We went into 2025 with our new pals by our side, with Anglo-Kiwi relations in full flow. Veer had turned up in a Bart Simpson-vest covered in Margarita sauce, albeit having missed the countdown. It was surreal when I reminded myself that we’re normally at a fancy dress party in Leeds for New Year’s Eve, with friends who we know and love, and we’re now nearly 5,000 miles away spending it with people we’d just met. Nevertheless, it was a great night.

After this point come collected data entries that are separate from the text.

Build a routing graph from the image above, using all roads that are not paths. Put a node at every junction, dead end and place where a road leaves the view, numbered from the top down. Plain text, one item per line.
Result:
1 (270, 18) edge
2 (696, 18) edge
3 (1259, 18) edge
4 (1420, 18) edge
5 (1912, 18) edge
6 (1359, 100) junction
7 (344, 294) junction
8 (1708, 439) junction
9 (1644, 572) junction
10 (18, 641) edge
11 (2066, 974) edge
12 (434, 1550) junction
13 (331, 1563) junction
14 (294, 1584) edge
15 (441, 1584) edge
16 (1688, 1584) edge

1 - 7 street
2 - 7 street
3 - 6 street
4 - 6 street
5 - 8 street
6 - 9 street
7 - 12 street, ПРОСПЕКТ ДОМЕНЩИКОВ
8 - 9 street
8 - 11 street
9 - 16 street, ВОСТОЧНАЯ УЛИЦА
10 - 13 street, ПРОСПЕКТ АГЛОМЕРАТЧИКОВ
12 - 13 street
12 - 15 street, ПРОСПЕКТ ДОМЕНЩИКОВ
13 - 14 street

We took advantage of the “Taxi!” offers and headed back to Madpackers. Veer had managed to source us a couple of Paneer Masalas at 6am, and whilst we were trying to enjoy them, a loud-mouthed German came over doing his best impression of a stereotypical Brit abroad, pissed up and shouting obscenities. The roads had quietened down, so the beeping that fills the air during the day was sound asleep, thus making this bellend sound even louder. His banter was dreadful, you could have a better laugh with one of the fifteen mosquitoes that had taken a bite out of Eden’s leg. He said that he’d been in India for a fortnight, which is why he now does “ze headvobble”. When we replied with a silent, straight face, unamused by his joke, he took great offence, and went on a rant about how British people are “so unfunny” and have terrible humour… we’d had enough of him by this point, and in not so many words, told him to go away. He was a shadow of himself the next morning.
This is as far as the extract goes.